Work task - Which lines below hold the word "from"? Report each one.

___ The data

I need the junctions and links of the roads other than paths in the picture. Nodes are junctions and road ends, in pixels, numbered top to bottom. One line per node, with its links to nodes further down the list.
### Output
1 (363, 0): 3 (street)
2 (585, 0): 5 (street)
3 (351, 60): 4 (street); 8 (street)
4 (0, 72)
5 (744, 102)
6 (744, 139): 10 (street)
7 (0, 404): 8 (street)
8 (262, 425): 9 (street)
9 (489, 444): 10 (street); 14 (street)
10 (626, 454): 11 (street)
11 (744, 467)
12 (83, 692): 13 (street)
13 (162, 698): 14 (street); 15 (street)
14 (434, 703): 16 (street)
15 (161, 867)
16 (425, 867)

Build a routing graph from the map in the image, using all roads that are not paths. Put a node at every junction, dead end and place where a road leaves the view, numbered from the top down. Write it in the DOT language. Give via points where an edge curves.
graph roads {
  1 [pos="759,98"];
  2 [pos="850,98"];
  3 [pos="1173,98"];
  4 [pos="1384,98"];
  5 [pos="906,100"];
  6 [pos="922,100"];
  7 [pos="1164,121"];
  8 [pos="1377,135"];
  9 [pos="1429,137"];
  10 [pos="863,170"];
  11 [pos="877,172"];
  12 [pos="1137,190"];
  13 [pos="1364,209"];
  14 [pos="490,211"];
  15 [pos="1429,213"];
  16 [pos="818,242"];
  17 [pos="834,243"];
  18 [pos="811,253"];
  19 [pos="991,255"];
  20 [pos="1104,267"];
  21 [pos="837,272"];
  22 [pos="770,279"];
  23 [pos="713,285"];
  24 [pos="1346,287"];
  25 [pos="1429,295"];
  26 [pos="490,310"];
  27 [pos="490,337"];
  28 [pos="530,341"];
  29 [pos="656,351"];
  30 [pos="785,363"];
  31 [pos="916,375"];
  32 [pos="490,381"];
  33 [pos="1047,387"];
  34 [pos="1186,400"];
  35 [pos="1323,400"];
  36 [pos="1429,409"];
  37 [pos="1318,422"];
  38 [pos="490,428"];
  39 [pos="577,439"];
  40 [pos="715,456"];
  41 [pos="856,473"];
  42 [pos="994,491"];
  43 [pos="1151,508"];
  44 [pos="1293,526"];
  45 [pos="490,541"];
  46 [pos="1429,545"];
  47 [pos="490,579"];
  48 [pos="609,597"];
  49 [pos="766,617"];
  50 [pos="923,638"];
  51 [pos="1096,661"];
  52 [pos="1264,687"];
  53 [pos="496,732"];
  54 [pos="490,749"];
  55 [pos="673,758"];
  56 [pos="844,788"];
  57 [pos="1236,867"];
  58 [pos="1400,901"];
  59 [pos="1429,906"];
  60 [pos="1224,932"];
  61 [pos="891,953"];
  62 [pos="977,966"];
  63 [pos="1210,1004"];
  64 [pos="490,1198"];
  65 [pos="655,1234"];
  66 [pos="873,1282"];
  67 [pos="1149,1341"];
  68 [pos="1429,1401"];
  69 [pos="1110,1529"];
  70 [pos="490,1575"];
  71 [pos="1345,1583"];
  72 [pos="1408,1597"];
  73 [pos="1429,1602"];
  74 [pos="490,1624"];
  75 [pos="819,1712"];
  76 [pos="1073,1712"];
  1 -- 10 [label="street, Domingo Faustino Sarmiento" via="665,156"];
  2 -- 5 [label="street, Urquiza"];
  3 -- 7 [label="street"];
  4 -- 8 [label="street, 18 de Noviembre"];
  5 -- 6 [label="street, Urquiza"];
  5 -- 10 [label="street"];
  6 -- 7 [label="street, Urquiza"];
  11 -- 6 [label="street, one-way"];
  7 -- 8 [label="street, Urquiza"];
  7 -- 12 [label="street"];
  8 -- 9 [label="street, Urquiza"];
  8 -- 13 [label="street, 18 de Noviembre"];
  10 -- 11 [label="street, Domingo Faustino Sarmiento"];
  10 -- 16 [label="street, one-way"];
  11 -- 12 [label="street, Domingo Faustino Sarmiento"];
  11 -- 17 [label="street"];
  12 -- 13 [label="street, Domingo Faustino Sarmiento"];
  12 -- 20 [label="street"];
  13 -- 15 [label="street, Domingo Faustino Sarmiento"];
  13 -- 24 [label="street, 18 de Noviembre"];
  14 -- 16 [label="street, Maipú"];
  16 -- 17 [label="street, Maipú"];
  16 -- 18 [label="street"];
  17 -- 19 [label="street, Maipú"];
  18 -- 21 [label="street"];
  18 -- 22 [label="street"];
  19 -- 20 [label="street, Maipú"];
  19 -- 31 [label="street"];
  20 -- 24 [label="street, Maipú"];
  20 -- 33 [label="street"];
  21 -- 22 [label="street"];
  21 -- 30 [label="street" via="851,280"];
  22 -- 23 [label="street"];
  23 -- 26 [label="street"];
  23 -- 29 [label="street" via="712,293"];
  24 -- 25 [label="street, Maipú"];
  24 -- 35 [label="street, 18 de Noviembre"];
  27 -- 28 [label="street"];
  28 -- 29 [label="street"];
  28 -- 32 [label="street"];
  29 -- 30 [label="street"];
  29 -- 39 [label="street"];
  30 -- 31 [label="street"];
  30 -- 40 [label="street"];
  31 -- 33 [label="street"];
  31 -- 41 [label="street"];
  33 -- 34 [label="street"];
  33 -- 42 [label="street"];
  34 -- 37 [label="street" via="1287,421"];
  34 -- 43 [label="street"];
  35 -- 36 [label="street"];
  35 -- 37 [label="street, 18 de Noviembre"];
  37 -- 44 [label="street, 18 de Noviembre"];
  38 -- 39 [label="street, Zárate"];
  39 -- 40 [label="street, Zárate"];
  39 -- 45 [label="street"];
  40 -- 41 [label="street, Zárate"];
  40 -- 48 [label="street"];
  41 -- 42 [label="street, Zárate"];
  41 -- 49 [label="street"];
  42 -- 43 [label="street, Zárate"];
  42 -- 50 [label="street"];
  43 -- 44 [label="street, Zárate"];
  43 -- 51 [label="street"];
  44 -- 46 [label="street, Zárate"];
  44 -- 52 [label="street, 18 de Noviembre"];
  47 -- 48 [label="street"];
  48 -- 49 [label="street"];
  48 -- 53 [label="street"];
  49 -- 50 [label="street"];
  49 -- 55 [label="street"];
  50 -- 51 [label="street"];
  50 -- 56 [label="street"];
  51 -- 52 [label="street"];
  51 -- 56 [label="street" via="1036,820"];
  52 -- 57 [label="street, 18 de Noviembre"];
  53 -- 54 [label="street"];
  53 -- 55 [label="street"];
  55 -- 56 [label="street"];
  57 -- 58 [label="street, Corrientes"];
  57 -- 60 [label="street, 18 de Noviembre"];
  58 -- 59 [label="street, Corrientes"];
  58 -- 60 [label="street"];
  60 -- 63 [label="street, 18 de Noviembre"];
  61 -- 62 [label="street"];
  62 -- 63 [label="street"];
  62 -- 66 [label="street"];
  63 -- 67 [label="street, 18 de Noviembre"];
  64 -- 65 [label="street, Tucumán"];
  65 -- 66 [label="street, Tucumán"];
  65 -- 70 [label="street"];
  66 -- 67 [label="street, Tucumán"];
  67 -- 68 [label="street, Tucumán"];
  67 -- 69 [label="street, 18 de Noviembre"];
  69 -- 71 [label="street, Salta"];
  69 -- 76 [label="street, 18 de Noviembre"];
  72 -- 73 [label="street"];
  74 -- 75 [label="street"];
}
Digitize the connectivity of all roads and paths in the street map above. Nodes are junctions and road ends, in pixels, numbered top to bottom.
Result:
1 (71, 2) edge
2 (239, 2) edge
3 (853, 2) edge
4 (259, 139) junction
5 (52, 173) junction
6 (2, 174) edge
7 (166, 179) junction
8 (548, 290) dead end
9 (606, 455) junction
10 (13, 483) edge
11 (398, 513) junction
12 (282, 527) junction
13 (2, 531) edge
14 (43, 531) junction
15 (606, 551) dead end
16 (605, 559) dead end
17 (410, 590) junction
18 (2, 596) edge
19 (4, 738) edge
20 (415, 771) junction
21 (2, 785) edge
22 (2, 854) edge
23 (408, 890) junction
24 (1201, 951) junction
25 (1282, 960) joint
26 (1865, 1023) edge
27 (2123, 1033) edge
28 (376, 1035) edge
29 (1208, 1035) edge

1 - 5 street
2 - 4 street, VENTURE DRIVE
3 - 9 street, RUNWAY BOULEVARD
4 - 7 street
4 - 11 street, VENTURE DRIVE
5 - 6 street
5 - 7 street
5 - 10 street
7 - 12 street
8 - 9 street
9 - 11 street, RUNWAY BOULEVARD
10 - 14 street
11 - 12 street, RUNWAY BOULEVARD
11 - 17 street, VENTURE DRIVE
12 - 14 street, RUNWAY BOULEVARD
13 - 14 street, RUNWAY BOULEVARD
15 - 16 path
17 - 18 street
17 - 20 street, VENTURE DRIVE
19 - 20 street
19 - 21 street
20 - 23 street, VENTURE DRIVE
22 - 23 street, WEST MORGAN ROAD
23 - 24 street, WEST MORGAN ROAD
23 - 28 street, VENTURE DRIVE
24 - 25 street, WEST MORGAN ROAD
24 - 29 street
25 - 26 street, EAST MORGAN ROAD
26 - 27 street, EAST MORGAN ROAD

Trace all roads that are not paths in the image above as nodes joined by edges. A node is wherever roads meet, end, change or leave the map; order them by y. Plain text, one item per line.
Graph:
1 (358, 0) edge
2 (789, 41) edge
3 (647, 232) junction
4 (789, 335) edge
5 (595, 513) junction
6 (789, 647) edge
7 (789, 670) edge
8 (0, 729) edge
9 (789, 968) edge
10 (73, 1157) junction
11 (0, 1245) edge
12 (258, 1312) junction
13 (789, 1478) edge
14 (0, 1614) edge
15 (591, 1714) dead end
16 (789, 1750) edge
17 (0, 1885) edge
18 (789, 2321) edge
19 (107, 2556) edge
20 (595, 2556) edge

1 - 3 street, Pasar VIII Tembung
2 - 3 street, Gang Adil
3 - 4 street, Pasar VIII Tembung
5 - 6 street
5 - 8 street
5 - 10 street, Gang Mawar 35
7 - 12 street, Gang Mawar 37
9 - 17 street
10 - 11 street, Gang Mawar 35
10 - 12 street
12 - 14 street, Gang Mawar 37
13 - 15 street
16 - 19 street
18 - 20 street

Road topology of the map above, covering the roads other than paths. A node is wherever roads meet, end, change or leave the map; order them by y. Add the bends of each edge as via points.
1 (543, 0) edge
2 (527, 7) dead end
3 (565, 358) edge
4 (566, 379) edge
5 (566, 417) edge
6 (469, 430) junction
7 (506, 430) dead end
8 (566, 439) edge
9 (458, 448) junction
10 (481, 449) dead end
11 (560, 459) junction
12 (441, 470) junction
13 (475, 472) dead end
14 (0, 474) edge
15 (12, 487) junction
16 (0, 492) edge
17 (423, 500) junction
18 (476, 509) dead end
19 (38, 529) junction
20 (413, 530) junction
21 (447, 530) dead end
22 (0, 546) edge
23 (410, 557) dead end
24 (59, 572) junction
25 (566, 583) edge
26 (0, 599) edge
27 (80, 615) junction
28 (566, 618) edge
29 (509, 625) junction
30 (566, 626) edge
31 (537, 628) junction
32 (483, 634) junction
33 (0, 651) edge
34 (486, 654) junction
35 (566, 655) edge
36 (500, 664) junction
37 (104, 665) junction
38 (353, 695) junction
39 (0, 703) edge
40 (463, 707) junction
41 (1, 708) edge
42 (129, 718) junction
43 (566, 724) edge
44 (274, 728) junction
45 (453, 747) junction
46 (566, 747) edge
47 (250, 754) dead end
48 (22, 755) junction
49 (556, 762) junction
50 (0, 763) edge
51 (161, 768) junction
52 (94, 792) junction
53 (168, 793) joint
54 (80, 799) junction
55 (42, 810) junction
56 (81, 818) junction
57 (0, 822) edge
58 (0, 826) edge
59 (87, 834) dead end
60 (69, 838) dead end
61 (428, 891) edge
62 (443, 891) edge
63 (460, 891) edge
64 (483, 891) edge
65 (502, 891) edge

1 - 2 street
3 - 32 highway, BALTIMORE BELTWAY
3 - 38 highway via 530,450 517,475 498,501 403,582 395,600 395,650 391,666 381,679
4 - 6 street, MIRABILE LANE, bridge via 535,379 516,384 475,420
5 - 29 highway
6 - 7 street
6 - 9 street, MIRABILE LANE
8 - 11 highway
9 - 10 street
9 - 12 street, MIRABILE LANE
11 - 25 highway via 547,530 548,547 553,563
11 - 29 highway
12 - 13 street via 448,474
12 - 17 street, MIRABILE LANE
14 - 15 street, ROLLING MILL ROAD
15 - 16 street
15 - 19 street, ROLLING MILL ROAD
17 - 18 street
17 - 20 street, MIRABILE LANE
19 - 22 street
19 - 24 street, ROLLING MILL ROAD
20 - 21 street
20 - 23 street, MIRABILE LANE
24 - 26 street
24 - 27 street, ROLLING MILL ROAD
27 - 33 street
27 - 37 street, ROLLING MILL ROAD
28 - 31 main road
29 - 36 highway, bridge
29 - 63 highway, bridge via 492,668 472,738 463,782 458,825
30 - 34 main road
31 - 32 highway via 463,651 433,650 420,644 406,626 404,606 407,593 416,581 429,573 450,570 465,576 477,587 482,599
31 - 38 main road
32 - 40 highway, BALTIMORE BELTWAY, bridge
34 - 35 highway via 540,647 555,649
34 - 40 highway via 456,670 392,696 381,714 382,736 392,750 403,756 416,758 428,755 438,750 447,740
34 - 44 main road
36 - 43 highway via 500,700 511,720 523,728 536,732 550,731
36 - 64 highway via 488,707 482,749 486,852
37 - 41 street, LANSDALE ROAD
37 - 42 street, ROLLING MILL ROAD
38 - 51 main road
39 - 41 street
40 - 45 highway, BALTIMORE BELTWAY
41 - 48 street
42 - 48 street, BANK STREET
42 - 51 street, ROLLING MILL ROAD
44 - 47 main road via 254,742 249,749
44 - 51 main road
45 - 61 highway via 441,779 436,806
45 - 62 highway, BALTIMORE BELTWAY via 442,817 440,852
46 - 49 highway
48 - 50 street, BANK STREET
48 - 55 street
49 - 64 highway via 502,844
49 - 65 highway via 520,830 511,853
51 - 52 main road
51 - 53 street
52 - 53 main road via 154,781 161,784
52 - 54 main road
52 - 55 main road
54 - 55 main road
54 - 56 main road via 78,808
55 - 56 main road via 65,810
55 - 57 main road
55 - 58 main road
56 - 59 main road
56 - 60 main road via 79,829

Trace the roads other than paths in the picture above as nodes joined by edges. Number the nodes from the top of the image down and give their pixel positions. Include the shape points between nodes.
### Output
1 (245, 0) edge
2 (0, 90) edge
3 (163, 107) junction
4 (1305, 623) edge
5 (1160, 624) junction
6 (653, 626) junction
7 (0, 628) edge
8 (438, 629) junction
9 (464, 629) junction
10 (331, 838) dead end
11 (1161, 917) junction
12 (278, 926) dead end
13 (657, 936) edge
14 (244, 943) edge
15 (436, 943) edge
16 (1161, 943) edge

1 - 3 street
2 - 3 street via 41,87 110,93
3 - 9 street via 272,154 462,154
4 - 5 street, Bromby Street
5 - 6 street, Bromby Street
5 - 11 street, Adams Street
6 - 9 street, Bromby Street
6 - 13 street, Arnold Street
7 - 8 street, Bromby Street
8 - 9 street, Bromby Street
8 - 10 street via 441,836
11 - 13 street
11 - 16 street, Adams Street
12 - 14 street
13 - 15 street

______

Exercise output -
Build a routing graph from the map in the image, using all roads that are not paths. Put a node at every junction, dead end and place where a road leaves the view, numbered from the top down. Write it in the DOT language. Give via points where an edge curves.
Trace the roads other than paths in the picture above as nodes joined by edges. Number the nodes from the top of the image down and give their pixel positions. Include the shape points between nodes.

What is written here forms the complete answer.